Friday, 13 January 2012

No roars from the lions in the south east

    Nigerians were greeted to a rude shock when the federal government in its bullish nature removed the ‘subsidy’ on Premium Motor Spirit-PMS- popularly known as petrol on the first day of the year. This shut up prices by alarming 120% increase from N65 to N141. this new development did not augur well with Nigerians, as most people took to the streets to protest. The NLC and TUC announced a total lockdown of the economy, embarking on an indefinite strike until prices are reverted back to the old rates. The have been protests in different parts of the country as youths have taken to the streets to register their displeasure at the insistence of an insensitive government to worsen their plight. All but the south east has taken bold steps in voicing their opinions. The Igbos seem non-chalant to the subsidy matter, and their governors have made audacious attempts at botching any [planned protests. In Enugu, the NLC leader was arrested under the guise of planning a civil disobedience and has even ordered its civil servants back to work. The same situation was replicated in Abia, when the governor threatened its civil servants with termination of appointment if they do not return to work. Even amongst the populace, there is an absent minded opinion of the subsidy removal, as most people go about their businesses except for banks and government offices that have remained shut.

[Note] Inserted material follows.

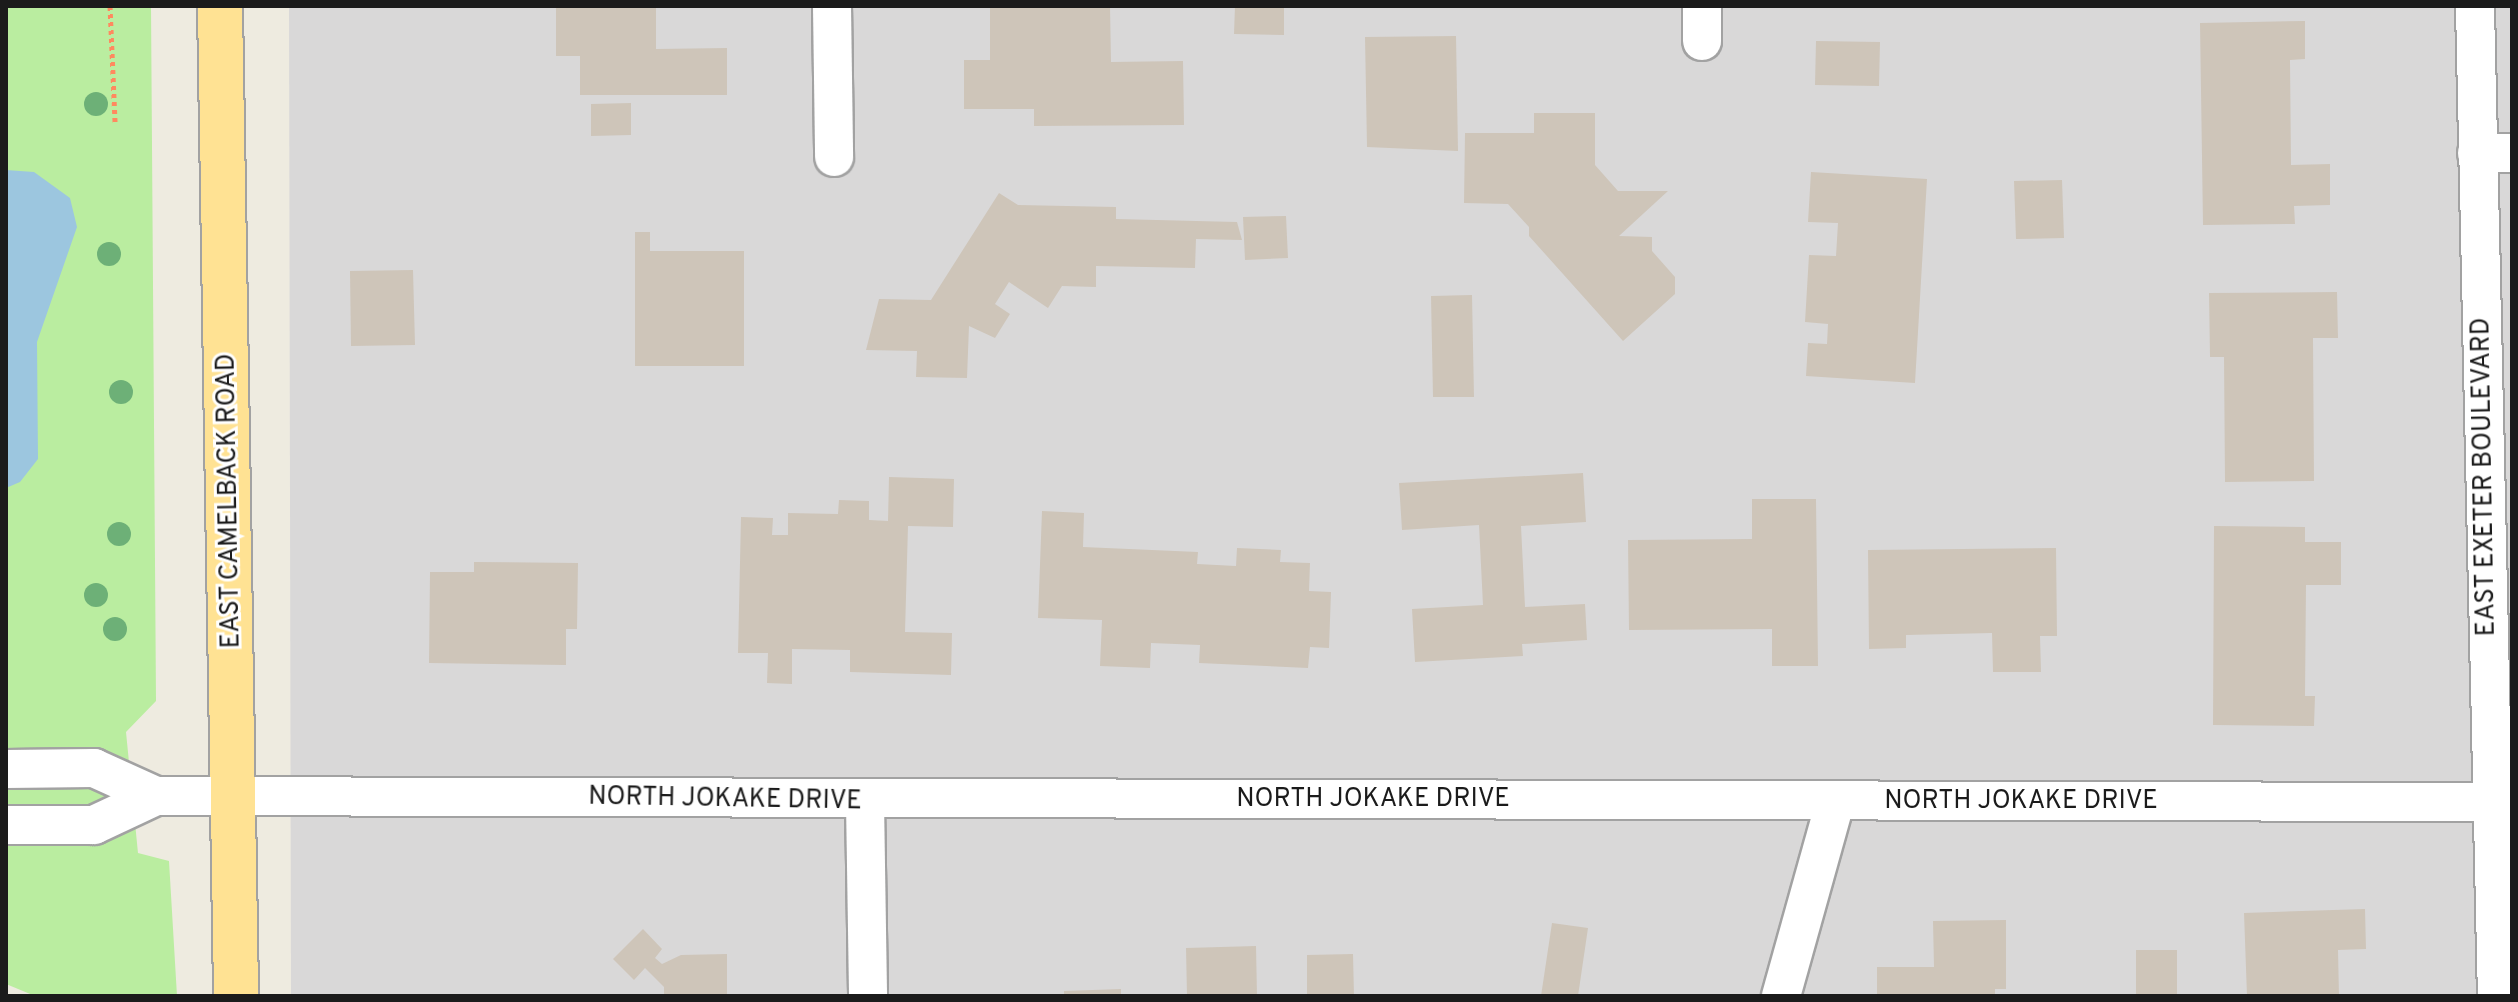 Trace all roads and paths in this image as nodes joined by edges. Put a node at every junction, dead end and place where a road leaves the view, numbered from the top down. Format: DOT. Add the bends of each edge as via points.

     Several schools of thought have emerged in defense of the Igbos. Some pundits recount the bitter experience of the Biafran expedition as the reasons the Igbos do not want to be involved in the protests, claiming the Igbos were used as scapegoats during the civil war. These analysts claim that they Igbos feel cheated that they were used to pursue a reformist agenda, but were sold out by their southern brothers who aligned with the northerners. Ever since then, the Igbos have been marginalized out of the Nigerian mainstream politics, only playing subservient roles.
    Another argument defending the Igbo position draws its points from the fact that the igbos do not have any of their sons or daughters in cabal or as beneficiaries of the subsidy. As such, why waste our time to fight for thE cause of other people. Consequently, another school believes that the Igbos may be eyeing the 2015 presidency and as such would not want to jeopardize their position. Aligning with the present regime would cement their position. Some others have even argued that 90% of Igbo youths do not reside in Igbo land, as such the much needed
 driving force for the protests is absent. There have even been pro-subsidy removal rallies held in some parts of Anambra state in places such as Onitsha, Nnewi and Awka.

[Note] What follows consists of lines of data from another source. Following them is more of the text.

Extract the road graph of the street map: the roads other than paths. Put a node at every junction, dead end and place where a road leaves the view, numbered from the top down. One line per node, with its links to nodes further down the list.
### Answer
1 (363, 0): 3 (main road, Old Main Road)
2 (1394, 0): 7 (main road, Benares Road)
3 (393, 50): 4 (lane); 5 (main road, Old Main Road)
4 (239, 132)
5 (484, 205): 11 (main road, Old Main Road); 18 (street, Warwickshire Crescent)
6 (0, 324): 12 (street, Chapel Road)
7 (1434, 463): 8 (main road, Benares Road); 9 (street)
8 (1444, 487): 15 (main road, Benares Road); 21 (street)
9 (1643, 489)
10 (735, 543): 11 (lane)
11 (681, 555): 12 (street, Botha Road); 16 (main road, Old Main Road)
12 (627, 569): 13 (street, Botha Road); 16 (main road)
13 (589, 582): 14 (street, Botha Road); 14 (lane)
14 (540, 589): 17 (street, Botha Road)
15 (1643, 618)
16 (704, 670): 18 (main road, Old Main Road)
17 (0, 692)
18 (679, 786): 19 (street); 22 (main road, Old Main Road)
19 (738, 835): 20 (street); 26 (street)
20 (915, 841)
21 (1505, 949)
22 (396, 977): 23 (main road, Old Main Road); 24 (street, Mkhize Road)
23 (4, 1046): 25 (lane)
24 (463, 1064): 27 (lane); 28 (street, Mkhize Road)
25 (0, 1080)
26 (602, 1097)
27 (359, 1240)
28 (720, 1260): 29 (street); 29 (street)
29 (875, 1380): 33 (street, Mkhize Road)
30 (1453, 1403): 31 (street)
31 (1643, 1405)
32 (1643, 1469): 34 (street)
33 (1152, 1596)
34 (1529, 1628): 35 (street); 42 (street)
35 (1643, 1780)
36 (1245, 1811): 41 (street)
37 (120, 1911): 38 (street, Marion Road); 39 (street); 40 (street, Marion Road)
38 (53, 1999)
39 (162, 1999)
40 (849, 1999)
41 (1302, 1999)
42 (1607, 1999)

    An objective analysis of the scenario depicted above could be summarized under one word, which continually has been the bane of development and nationalism in this country: Ethnicity. It is rather sad that whilst others are trying to actualize the Pan-Nigerian project, some other have been allowed to be hoodwinked by their leaders who used sentiments that have further divided this country. This leaders, as others in the previous ethnic groups have succeeded in hiding behind the curtains of ethnic loyalty to prevent an imminent paradigm shift. Nigeria is a collective venture which all of us must be partakers.

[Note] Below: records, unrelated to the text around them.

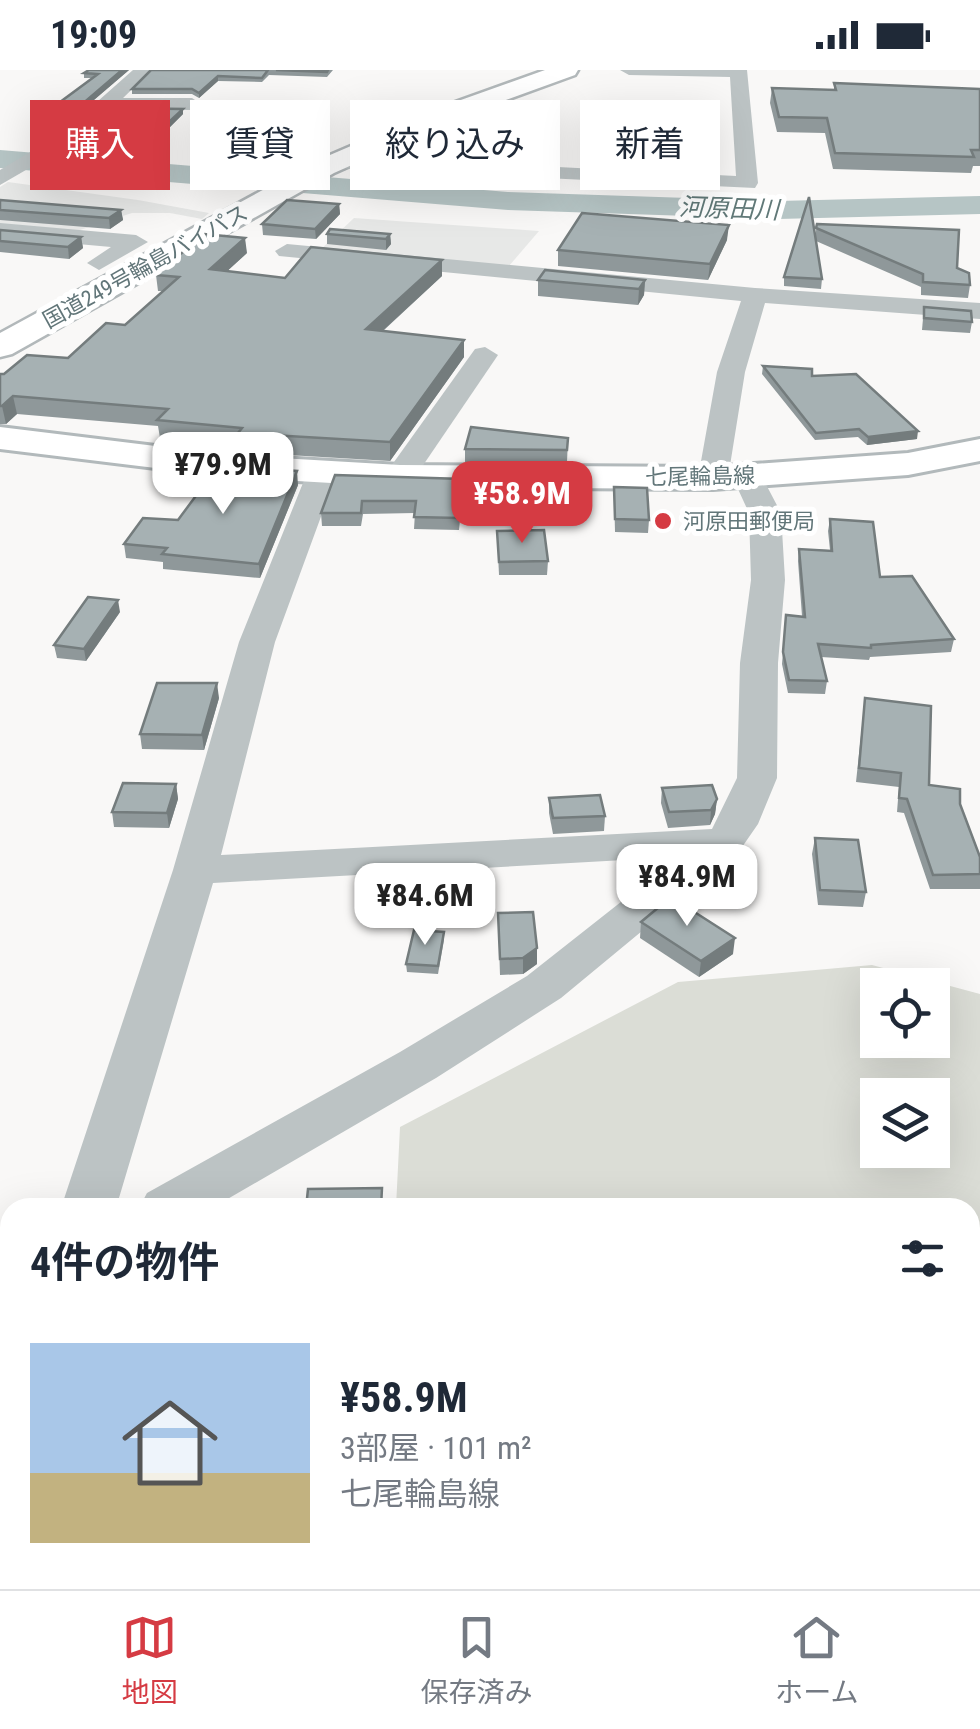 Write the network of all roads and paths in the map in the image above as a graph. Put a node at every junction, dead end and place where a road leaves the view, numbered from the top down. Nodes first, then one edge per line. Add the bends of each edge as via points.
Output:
1 (143, 70) edge
2 (567, 70) edge
3 (629, 70) edge
4 (739, 71) edge
5 (111, 100) edge
6 (30, 161) edge
7 (330, 165) joint
8 (2, 178) edge
9 (281, 190) edge
10 (0, 230) edge
11 (287, 252) dead end
12 (98, 262) dead end
13 (755, 295) junction
14 (980, 311) edge
15 (0, 347) edge
16 (484, 355) dead end
17 (0, 438) edge
18 (980, 450) edge
19 (322, 472) junction
20 (400, 476) junction
21 (730, 477) junction
22 (724, 840) junction
23 (195, 870) junction
24 (91, 1198) edge
25 (200, 1198) edge

1 - 5 street
2 - 7 highway, 国道249号輪島バイパス
3 - 4 street
4 - 7 street via 747,183
6 - 8 street
9 - 15 highway, 国道249号輪島バイパス
10 - 12 street via 136,242
11 - 13 street
13 - 14 street
13 - 21 street via 732,372
16 - 20 street
17 - 19 main road, 七尾輪島線
18 - 21 main road, 七尾輪島線 via 908,464
19 - 20 main road, 七尾輪島線
19 - 23 street via 257,642
20 - 21 main road, 七尾輪島線
21 - 22 street via 764,513 768,580 757,778
22 - 23 street
22 - 25 street via 544,987
23 - 24 street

      Saying that the Igbos were cheated as a result of the civil war is nothing short of cheap blackmail. If the Igbos are so disgruntled, then why partake in the Nigerian polity? Why do we have Igbo sons and daughters in the Nigerian government if they want to register their grievances? This is akin to speaking from both sides of one’s mouth. There is a proverb that says “the child that does not stay at home, never eats a hot meal”. If the #Occupy Nigeria protests succeed, the Igbos would be further marginalized
  It is high time Igbos and Nigerians at large shelve ethnic  affiliations and embrace Nigeria as a whole. The ongoings in the government has shown us that the bane of this country resides in our leaders, not in our cultural differences. Taking actions based on cultural backgrounds rather than objectivity is hypocrisy. I would like to commend those Igbos who have decided to shelve parochial interests to embrace nationalism. But to our leaders I say shame.